As at 11.07am, Unisem had gained 31 sen or 9.72% to RM3.50, with a market capitalisation of RM2.32 billion. The stock saw some 3.2 million shares traded. The stock earlier rose to a high of RM3.56.
RHB Investment Bank Research upgraded Unisem to “buy" with a higher target price (TP) of RM3.72 from RM2, a 17% upside with an about 3% FY20F yield.
RHB analyst Lee Meng Horng said Unisem’s results for the first half ended June 30, 2020 (1HFY20) were a positive surprise, mainly on a better margin and strong top line following the closure of its Batam plant.
“We expect a similarly strong loading in 2HFY20 on a sustained order pipeline.
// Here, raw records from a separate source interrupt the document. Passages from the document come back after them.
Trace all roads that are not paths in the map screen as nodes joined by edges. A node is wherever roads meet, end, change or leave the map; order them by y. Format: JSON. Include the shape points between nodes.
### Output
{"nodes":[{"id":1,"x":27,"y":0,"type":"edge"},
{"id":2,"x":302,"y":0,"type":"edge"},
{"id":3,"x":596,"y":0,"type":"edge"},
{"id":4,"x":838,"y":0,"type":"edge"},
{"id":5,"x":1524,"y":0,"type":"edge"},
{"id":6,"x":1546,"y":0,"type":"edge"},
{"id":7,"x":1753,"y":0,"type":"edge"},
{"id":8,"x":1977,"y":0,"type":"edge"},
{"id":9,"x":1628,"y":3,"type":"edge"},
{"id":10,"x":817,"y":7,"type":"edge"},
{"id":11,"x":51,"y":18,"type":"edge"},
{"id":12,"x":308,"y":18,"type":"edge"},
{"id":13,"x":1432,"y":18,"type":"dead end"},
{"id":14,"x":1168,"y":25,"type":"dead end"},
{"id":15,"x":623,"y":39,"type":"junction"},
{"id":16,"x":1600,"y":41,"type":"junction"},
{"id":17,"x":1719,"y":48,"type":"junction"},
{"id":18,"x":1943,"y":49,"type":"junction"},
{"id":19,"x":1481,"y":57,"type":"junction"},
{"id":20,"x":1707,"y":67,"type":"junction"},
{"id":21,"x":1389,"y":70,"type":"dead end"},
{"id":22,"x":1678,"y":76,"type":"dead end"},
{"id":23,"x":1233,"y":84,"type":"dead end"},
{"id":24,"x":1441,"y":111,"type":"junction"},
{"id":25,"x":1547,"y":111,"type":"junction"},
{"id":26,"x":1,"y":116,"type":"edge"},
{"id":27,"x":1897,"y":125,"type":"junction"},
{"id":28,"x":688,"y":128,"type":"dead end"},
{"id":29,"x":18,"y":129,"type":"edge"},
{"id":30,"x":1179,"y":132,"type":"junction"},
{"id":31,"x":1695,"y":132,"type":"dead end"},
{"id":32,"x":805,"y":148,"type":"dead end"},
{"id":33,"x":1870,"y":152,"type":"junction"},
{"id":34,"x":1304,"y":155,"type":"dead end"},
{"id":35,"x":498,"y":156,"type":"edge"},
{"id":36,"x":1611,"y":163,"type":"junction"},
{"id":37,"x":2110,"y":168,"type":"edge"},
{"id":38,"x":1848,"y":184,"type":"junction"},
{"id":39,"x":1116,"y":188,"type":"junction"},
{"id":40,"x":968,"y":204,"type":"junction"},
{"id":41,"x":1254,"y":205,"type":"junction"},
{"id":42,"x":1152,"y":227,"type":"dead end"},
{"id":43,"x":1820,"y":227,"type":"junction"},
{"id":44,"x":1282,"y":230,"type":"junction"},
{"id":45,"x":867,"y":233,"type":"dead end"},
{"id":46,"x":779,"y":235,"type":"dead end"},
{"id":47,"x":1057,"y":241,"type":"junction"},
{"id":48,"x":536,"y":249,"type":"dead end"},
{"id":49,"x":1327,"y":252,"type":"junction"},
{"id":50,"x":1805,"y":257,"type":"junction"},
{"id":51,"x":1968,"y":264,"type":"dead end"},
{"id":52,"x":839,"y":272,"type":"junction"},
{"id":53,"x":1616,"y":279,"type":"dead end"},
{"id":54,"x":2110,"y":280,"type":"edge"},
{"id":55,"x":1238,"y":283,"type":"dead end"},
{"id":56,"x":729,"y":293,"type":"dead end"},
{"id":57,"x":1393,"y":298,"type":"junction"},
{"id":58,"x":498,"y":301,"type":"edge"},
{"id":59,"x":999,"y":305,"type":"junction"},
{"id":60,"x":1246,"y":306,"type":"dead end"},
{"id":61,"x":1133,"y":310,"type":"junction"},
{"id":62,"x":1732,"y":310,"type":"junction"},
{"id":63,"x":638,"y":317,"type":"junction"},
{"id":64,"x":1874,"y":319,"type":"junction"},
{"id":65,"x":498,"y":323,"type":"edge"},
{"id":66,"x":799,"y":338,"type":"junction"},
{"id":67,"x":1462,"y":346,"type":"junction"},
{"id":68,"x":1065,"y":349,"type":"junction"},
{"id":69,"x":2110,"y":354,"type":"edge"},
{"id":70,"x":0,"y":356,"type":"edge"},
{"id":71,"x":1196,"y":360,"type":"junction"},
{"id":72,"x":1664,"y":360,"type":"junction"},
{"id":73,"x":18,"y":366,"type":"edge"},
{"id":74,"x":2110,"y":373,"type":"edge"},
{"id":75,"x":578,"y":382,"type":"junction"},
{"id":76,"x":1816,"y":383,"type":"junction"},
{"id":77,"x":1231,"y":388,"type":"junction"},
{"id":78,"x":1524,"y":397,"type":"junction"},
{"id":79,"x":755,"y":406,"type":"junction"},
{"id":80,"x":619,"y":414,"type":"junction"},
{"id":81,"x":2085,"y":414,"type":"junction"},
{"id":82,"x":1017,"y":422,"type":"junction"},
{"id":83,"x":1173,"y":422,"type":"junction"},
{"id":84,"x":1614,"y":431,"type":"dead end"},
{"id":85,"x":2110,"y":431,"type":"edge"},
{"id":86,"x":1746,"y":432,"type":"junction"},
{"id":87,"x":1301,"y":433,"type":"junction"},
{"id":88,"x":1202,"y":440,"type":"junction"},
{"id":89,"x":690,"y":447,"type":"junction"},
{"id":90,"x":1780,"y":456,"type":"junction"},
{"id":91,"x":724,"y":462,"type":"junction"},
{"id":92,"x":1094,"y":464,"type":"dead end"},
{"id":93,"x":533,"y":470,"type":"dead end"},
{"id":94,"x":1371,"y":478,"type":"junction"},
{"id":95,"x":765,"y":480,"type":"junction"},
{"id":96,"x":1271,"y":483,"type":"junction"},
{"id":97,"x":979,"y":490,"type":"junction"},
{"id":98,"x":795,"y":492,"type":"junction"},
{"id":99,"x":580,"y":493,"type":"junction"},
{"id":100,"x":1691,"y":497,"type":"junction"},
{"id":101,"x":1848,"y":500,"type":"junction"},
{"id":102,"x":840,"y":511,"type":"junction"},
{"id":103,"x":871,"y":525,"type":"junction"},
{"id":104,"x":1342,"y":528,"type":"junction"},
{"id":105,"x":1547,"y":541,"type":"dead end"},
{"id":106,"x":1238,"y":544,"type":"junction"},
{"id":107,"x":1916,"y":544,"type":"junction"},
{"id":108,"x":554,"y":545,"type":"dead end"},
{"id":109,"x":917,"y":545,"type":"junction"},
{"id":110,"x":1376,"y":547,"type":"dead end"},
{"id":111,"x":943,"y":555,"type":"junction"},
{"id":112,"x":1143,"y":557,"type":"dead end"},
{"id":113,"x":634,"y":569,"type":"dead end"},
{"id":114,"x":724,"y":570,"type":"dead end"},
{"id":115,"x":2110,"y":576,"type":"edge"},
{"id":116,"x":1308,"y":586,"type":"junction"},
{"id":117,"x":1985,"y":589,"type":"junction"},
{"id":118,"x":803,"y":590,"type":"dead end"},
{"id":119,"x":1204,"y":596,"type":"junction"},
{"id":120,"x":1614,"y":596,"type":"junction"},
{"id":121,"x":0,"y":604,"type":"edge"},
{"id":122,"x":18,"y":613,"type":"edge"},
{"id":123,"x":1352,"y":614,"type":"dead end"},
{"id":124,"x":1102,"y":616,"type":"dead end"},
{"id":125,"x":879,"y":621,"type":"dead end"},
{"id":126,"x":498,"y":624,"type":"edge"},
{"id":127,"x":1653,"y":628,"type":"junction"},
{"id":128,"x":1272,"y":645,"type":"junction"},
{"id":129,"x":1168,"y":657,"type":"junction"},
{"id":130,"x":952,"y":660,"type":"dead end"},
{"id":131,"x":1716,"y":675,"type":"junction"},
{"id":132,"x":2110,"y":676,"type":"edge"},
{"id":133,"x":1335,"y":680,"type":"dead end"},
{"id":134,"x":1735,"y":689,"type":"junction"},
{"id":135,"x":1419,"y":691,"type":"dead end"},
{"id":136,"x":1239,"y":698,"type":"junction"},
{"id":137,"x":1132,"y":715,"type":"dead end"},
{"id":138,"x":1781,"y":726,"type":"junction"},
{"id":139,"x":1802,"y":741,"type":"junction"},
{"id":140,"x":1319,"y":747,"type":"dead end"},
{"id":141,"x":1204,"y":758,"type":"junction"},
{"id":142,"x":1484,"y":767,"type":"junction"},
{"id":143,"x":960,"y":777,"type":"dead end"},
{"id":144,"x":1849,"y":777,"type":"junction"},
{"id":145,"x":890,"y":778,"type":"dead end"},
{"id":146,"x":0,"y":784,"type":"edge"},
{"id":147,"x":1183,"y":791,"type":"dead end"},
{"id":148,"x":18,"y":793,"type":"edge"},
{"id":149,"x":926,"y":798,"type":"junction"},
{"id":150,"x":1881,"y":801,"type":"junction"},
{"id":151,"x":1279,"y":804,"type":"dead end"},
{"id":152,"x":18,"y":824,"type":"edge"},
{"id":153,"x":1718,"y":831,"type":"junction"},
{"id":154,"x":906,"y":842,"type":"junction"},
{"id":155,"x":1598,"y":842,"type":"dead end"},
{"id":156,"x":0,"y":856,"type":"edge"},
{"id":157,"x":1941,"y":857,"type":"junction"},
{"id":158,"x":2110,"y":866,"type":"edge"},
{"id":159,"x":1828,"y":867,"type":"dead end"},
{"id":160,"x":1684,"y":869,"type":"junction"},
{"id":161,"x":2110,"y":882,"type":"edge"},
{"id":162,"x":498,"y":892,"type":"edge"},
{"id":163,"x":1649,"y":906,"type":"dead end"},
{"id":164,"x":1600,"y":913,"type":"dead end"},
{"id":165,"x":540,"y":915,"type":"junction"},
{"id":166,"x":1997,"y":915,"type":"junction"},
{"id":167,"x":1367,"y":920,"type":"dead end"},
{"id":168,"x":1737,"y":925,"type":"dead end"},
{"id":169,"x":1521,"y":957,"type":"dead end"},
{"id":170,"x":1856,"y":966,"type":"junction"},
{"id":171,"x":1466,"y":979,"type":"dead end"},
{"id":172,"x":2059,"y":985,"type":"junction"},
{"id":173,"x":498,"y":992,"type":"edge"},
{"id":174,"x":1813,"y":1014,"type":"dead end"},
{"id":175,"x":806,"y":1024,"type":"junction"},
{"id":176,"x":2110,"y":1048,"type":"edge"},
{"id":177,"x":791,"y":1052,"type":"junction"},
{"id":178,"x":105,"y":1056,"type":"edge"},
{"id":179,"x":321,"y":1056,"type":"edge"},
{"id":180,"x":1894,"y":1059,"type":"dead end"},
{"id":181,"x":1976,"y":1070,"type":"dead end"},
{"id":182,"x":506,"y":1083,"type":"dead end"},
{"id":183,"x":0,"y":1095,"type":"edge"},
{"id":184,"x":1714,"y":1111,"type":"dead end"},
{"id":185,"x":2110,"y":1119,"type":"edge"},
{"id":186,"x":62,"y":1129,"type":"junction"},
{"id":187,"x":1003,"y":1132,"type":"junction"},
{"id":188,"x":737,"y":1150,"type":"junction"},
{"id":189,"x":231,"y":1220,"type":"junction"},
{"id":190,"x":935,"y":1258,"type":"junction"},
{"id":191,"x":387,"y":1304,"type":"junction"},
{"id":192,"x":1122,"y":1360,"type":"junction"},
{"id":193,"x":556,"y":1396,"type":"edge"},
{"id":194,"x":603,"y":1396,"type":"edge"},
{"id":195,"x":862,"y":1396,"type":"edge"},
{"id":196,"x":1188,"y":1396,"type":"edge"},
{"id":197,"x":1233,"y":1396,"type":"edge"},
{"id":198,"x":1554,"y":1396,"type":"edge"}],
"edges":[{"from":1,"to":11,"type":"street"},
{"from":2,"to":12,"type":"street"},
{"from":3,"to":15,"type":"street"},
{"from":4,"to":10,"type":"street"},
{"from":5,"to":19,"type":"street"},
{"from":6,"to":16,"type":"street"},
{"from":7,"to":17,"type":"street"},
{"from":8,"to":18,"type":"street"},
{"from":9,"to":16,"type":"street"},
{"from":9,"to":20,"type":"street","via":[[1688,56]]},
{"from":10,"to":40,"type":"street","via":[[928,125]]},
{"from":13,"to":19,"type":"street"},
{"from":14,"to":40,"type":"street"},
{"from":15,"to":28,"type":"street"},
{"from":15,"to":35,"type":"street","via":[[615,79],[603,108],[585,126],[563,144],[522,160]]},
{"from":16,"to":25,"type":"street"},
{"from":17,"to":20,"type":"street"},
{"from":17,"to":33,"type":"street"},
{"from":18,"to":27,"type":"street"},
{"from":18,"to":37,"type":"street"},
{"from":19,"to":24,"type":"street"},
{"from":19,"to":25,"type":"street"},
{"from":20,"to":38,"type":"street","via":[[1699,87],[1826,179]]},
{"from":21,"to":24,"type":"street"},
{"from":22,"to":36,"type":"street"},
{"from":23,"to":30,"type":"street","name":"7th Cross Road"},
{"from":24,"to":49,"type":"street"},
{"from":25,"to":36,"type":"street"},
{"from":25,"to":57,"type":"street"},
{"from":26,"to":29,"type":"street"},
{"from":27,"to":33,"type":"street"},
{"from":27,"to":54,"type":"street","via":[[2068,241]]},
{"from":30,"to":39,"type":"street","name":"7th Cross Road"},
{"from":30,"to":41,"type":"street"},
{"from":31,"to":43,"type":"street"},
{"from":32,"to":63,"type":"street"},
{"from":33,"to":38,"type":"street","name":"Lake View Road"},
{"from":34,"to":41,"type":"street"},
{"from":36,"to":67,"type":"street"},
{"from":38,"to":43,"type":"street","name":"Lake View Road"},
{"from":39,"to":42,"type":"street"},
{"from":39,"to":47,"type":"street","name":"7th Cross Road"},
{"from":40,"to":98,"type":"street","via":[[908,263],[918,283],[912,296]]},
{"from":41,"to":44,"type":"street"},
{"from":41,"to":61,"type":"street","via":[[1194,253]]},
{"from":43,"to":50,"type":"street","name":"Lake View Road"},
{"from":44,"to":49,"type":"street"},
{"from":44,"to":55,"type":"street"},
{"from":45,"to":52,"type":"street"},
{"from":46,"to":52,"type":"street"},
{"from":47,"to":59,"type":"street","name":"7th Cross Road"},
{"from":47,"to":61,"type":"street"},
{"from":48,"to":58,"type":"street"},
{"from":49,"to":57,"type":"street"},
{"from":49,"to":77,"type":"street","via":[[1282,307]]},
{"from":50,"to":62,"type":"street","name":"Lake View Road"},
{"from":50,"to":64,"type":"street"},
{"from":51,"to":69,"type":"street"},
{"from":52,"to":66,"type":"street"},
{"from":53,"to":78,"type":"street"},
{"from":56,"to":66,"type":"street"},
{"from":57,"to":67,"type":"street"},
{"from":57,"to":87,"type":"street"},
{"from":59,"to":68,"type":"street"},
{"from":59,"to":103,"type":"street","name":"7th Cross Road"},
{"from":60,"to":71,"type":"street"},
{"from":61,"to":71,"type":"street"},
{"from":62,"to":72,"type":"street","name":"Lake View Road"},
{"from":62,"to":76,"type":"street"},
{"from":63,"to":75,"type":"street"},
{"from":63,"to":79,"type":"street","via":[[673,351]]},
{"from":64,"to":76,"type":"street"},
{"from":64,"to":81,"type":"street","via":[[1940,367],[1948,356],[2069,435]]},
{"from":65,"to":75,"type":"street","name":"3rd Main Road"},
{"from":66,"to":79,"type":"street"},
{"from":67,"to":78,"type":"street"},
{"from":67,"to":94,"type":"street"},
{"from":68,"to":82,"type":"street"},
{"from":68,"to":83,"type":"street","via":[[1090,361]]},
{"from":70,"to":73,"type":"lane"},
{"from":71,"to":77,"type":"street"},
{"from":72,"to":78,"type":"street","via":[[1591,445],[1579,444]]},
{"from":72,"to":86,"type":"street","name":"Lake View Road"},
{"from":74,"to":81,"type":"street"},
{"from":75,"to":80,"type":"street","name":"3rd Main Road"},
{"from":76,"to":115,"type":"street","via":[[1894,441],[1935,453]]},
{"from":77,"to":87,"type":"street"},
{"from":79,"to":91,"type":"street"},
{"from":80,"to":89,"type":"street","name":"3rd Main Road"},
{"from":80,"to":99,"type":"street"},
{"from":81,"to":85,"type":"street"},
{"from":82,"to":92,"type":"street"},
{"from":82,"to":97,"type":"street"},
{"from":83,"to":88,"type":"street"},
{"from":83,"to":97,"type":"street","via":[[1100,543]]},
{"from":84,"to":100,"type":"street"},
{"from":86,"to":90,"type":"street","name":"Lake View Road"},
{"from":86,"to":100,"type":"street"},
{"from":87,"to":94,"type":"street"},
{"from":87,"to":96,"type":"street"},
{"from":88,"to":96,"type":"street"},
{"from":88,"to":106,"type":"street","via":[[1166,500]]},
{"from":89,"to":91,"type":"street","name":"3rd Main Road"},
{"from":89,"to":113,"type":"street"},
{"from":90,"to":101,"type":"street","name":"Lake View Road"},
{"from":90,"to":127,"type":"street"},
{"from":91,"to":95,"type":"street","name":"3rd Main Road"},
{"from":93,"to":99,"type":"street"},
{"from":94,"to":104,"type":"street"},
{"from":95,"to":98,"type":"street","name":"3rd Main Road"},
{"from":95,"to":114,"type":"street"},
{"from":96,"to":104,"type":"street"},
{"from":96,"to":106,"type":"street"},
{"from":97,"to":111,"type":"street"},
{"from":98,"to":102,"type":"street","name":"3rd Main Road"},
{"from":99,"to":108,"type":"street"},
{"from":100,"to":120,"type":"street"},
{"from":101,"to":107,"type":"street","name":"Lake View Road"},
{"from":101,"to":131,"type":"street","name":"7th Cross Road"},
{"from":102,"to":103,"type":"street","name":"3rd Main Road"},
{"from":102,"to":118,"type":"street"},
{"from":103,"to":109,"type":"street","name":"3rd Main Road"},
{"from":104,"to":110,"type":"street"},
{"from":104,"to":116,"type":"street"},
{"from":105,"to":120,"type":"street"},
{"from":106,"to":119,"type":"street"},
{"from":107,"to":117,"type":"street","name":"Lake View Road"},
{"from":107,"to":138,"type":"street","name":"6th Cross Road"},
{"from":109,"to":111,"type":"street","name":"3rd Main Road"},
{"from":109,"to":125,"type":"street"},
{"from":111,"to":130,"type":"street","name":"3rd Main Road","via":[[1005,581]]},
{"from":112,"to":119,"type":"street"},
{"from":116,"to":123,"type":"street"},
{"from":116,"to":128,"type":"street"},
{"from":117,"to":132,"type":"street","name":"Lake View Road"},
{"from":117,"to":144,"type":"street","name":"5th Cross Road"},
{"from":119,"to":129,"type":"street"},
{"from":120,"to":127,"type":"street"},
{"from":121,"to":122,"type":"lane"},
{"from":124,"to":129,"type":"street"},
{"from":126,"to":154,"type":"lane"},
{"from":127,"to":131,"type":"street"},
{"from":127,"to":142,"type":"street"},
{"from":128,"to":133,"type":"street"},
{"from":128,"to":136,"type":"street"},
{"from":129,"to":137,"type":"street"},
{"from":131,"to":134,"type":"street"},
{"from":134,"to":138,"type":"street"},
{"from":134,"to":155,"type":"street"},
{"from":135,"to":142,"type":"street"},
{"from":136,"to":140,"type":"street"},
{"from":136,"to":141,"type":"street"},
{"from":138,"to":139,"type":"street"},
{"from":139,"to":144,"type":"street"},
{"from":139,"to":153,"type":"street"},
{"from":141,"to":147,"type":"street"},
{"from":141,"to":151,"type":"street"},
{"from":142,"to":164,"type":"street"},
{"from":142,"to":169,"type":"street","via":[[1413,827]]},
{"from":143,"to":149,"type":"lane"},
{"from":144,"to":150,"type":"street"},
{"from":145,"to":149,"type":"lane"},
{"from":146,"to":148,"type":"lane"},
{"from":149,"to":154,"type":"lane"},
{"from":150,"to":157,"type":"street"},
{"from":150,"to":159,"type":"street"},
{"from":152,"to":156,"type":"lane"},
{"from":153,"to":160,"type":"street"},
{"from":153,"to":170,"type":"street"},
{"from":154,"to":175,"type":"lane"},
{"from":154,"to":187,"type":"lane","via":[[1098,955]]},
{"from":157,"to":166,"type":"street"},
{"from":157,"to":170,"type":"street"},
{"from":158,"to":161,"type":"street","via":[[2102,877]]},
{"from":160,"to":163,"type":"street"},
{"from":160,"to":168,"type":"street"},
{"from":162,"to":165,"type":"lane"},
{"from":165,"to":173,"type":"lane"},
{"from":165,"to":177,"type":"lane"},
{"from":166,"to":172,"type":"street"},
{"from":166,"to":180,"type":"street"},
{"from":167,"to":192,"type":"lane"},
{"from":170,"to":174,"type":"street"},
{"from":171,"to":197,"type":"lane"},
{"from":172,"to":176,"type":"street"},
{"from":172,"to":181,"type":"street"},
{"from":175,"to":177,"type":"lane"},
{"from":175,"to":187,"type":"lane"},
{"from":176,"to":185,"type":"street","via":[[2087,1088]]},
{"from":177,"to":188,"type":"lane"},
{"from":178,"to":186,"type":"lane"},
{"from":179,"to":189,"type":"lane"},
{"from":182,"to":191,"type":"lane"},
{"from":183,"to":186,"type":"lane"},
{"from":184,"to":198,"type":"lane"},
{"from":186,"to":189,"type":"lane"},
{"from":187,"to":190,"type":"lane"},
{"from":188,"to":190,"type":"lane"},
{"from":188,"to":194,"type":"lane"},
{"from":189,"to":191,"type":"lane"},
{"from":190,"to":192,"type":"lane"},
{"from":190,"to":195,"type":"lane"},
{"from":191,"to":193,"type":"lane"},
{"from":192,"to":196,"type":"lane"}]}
We also impute higher sales and margin assumptions, leading to higher FY20F-22F earnings,” he added.
Lee said the new TP is based on 25 times FY21F price-earnings ratio (PER) from the previous 15 times — in view of improved optimism, the strong results and a liquidity-driven PER rerating of the sector.
Meanwhile, CGS-CIMB Research also upgraded Unisem to “add”, with a higher TP of RM3.65 (from RM1.60) pegged at a higher 24 times PER in view of improving sentiment and prospects of an earnings recovery in the tech sector.
CGS-CIMB analyst Mohd Shanaz Noor Azam said the research house had rolled over its valuation to end-2021.
Mohd Shanaz noted that the 1HFY20 results beat expectations at 51% and 46% of the research house's and Bloomberg consensus estimates respectively due to higher-than-expected margin delivery in 2QFY20.
“Favourable forex movement and acceleration in 5G (fifth-generation) network deployment are potential catalysts, while delays in 5G network adoption, strengthening of the ringgit against the US dollar and re-escalation of trade tension are key downside risks to our call.”
CGS-CIMB raised its FY20F-22F earnings per share (EPS) by 20-25% to account for higher utilisation and lower operating expenditure (opex).
Meanwhile, Hong Leong Investment Bank (HLIB) Research maintained its "hold" rating of Unisem with a higher TP of RM3.13, from RM2.32, reflecting an upward revision of its earnings forecasts.
HLIB analyst Tan J Young said the TP is pegged at 20 times FY21F EPS.
“Despite the trade war and Covid-19 risks, Unisem’s prospects are likely to improve with the closure of the loss-making Batam plant, a strengthening US dollar, its gradual synergistic relationship with Tianshui Huatian Technology Co Ltd and a healthy balance sheet.”
Tan warned the share price overhang is a potential risk should Tianshui Huatian Technology dispose of its partial holding to meet the public spread requirement.
As of the time of writing today, there were six "buy" calls and three "sell" calls for Unisem, with a 12-month average TP of RM3.08.
The highest TP was RM4.28, rated by TA Securities, while the lowest was RM1.90, given by MIDF Research.